> _RECORD EXTRACTS_
--*--
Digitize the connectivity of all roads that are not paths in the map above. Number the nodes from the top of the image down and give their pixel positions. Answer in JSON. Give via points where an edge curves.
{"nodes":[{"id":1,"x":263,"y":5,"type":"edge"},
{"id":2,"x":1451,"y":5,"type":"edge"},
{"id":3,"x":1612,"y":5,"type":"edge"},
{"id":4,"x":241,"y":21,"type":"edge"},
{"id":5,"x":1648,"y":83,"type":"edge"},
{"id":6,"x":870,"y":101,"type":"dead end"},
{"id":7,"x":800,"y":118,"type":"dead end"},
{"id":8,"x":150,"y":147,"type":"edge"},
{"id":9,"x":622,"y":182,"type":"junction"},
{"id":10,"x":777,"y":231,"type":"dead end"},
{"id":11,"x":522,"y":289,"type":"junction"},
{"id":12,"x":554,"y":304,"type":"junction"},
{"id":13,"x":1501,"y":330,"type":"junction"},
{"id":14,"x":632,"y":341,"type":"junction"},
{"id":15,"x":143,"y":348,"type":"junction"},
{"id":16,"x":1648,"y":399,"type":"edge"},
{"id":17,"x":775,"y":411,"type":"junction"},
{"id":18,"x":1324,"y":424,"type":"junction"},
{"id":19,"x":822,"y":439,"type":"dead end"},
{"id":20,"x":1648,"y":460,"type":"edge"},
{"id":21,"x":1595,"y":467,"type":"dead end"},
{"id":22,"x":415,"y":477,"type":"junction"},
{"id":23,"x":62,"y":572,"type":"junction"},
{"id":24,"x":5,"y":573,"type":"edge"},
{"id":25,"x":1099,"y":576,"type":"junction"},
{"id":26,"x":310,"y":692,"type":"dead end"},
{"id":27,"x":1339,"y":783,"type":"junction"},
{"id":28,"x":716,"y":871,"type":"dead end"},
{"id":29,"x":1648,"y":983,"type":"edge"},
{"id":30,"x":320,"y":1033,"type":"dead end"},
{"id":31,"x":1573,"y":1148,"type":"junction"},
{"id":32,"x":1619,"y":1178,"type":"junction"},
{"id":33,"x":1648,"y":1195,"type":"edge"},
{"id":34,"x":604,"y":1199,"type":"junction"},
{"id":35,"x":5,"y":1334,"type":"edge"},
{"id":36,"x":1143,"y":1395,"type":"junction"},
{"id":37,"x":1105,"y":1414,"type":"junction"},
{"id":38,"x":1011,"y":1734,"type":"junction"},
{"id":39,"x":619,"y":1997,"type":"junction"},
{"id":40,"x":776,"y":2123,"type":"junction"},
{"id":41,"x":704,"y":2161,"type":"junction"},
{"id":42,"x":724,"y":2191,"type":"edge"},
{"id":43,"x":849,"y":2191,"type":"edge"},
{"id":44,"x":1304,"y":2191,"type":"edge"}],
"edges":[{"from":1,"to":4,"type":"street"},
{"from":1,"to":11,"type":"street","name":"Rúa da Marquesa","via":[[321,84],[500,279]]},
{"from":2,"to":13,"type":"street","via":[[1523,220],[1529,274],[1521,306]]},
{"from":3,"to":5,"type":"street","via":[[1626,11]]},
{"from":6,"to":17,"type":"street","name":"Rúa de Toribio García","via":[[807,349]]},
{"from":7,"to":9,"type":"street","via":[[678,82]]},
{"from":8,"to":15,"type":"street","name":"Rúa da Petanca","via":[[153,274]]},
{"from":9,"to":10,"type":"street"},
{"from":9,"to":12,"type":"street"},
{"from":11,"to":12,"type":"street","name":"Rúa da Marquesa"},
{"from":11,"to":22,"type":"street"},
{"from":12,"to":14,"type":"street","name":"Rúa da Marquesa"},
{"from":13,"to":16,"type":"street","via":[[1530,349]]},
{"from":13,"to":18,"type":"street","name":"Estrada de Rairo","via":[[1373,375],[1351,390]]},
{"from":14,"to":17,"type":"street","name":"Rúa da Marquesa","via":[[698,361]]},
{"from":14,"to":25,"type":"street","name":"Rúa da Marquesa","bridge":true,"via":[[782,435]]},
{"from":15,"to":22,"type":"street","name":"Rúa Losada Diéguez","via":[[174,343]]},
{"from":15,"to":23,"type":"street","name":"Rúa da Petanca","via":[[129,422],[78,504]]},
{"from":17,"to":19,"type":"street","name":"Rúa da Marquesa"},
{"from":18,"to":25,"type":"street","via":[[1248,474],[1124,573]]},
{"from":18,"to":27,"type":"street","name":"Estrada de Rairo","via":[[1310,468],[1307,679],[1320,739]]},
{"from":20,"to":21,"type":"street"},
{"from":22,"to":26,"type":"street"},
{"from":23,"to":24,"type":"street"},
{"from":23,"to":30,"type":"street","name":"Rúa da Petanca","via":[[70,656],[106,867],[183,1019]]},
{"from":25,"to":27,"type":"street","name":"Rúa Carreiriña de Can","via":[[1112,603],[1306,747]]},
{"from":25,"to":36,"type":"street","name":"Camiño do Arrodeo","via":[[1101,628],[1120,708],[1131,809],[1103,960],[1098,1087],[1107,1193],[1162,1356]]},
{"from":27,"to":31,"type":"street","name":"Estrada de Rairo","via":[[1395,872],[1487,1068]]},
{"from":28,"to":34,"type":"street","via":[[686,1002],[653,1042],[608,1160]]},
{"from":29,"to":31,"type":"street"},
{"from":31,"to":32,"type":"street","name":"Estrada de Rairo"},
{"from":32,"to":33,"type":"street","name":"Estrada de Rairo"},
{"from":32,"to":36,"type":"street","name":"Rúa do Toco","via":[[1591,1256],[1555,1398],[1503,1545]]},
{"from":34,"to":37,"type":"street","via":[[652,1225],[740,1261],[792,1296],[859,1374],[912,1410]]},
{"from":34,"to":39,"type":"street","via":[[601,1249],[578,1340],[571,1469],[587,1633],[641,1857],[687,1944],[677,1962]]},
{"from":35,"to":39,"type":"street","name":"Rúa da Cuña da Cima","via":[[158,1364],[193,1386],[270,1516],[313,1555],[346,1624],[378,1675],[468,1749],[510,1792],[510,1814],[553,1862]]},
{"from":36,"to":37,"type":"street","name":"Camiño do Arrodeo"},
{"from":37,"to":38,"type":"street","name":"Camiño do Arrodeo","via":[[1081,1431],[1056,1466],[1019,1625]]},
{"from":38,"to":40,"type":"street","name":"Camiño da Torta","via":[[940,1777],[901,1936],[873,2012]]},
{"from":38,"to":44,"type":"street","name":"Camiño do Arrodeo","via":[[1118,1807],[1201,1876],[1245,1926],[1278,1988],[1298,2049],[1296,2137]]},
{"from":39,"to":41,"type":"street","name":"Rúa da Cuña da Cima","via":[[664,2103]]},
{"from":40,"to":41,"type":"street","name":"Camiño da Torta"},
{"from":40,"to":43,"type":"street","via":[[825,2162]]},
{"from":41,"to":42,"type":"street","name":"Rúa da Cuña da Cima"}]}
--*--
> _EXERCISE INSTRUCTIONS_
All of the records go in your answer, copied exactly.

> _TASK SOLUTION_
Digitize the connectivity of all roads that are not paths in the map above. Number the nodes from the top of the image down and give their pixel positions. Answer in JSON. Give via points where an edge curves.
{"nodes":[{"id":1,"x":263,"y":5,"type":"edge"},
{"id":2,"x":1451,"y":5,"type":"edge"},
{"id":3,"x":1612,"y":5,"type":"edge"},
{"id":4,"x":241,"y":21,"type":"edge"},
{"id":5,"x":1648,"y":83,"type":"edge"},
{"id":6,"x":870,"y":101,"type":"dead end"},
{"id":7,"x":800,"y":118,"type":"dead end"},
{"id":8,"x":150,"y":147,"type":"edge"},
{"id":9,"x":622,"y":182,"type":"junction"},
{"id":10,"x":777,"y":231,"type":"dead end"},
{"id":11,"x":522,"y":289,"type":"junction"},
{"id":12,"x":554,"y":304,"type":"junction"},
{"id":13,"x":1501,"y":330,"type":"junction"},
{"id":14,"x":632,"y":341,"type":"junction"},
{"id":15,"x":143,"y":348,"type":"junction"},
{"id":16,"x":1648,"y":399,"type":"edge"},
{"id":17,"x":775,"y":411,"type":"junction"},
{"id":18,"x":1324,"y":424,"type":"junction"},
{"id":19,"x":822,"y":439,"type":"dead end"},
{"id":20,"x":1648,"y":460,"type":"edge"},
{"id":21,"x":1595,"y":467,"type":"dead end"},
{"id":22,"x":415,"y":477,"type":"junction"},
{"id":23,"x":62,"y":572,"type":"junction"},
{"id":24,"x":5,"y":573,"type":"edge"},
{"id":25,"x":1099,"y":576,"type":"junction"},
{"id":26,"x":310,"y":692,"type":"dead end"},
{"id":27,"x":1339,"y":783,"type":"junction"},
{"id":28,"x":716,"y":871,"type":"dead end"},
{"id":29,"x":1648,"y":983,"type":"edge"},
{"id":30,"x":320,"y":1033,"type":"dead end"},
{"id":31,"x":1573,"y":1148,"type":"junction"},
{"id":32,"x":1619,"y":1178,"type":"junction"},
{"id":33,"x":1648,"y":1195,"type":"edge"},
{"id":34,"x":604,"y":1199,"type":"junction"},
{"id":35,"x":5,"y":1334,"type":"edge"},
{"id":36,"x":1143,"y":1395,"type":"junction"},
{"id":37,"x":1105,"y":1414,"type":"junction"},
{"id":38,"x":1011,"y":1734,"type":"junction"},
{"id":39,"x":619,"y":1997,"type":"junction"},
{"id":40,"x":776,"y":2123,"type":"junction"},
{"id":41,"x":704,"y":2161,"type":"junction"},
{"id":42,"x":724,"y":2191,"type":"edge"},
{"id":43,"x":849,"y":2191,"type":"edge"},
{"id":44,"x":1304,"y":2191,"type":"edge"}],
"edges":[{"from":1,"to":4,"type":"street"},
{"from":1,"to":11,"type":"street","name":"Rúa da Marquesa","via":[[321,84],[500,279]]},
{"from":2,"to":13,"type":"street","via":[[1523,220],[1529,274],[1521,306]]},
{"from":3,"to":5,"type":"street","via":[[1626,11]]},
{"from":6,"to":17,"type":"street","name":"Rúa de Toribio García","via":[[807,349]]},
{"from":7,"to":9,"type":"street","via":[[678,82]]},
{"from":8,"to":15,"type":"street","name":"Rúa da Petanca","via":[[153,274]]},
{"from":9,"to":10,"type":"street"},
{"from":9,"to":12,"type":"street"},
{"from":11,"to":12,"type":"street","name":"Rúa da Marquesa"},
{"from":11,"to":22,"type":"street"},
{"from":12,"to":14,"type":"street","name":"Rúa da Marquesa"},
{"from":13,"to":16,"type":"street","via":[[1530,349]]},
{"from":13,"to":18,"type":"street","name":"Estrada de Rairo","via":[[1373,375],[1351,390]]},
{"from":14,"to":17,"type":"street","name":"Rúa da Marquesa","via":[[698,361]]},
{"from":14,"to":25,"type":"street","name":"Rúa da Marquesa","bridge":true,"via":[[782,435]]},
{"from":15,"to":22,"type":"street","name":"Rúa Losada Diéguez","via":[[174,343]]},
{"from":15,"to":23,"type":"street","name":"Rúa da Petanca","via":[[129,422],[78,504]]},
{"from":17,"to":19,"type":"street","name":"Rúa da Marquesa"},
{"from":18,"to":25,"type":"street","via":[[1248,474],[1124,573]]},
{"from":18,"to":27,"type":"street","name":"Estrada de Rairo","via":[[1310,468],[1307,679],[1320,739]]},
{"from":20,"to":21,"type":"street"},
{"from":22,"to":26,"type":"street"},
{"from":23,"to":24,"type":"street"},
{"from":23,"to":30,"type":"street","name":"Rúa da Petanca","via":[[70,656],[106,867],[183,1019]]},
{"from":25,"to":27,"type":"street","name":"Rúa Carreiriña de Can","via":[[1112,603],[1306,747]]},
{"from":25,"to":36,"type":"street","name":"Camiño do Arrodeo","via":[[1101,628],[1120,708],[1131,809],[1103,960],[1098,1087],[1107,1193],[1162,1356]]},
{"from":27,"to":31,"type":"street","name":"Estrada de Rairo","via":[[1395,872],[1487,1068]]},
{"from":28,"to":34,"type":"street","via":[[686,1002],[653,1042],[608,1160]]},
{"from":29,"to":31,"type":"street"},
{"from":31,"to":32,"type":"street","name":"Estrada de Rairo"},
{"from":32,"to":33,"type":"street","name":"Estrada de Rairo"},
{"from":32,"to":36,"type":"street","name":"Rúa do Toco","via":[[1591,1256],[1555,1398],[1503,1545]]},
{"from":34,"to":37,"type":"street","via":[[652,1225],[740,1261],[792,1296],[859,1374],[912,1410]]},
{"from":34,"to":39,"type":"street","via":[[601,1249],[578,1340],[571,1469],[587,1633],[641,1857],[687,1944],[677,1962]]},
{"from":35,"to":39,"type":"street","name":"Rúa da Cuña da Cima","via":[[158,1364],[193,1386],[270,1516],[313,1555],[346,1624],[378,1675],[468,1749],[510,1792],[510,1814],[553,1862]]},
{"from":36,"to":37,"type":"street","name":"Camiño do Arrodeo"},
{"from":37,"to":38,"type":"street","name":"Camiño do Arrodeo","via":[[1081,1431],[1056,1466],[1019,1625]]},
{"from":38,"to":40,"type":"street","name":"Camiño da Torta","via":[[940,1777],[901,1936],[873,2012]]},
{"from":38,"to":44,"type":"street","name":"Camiño do Arrodeo","via":[[1118,1807],[1201,1876],[1245,1926],[1278,1988],[1298,2049],[1296,2137]]},
{"from":39,"to":41,"type":"street","name":"Rúa da Cuña da Cima","via":[[664,2103]]},
{"from":40,"to":41,"type":"street","name":"Camiño da Torta"},
{"from":40,"to":43,"type":"street","via":[[825,2162]]},
{"from":41,"to":42,"type":"street","name":"Rúa da Cuña da Cima"}]}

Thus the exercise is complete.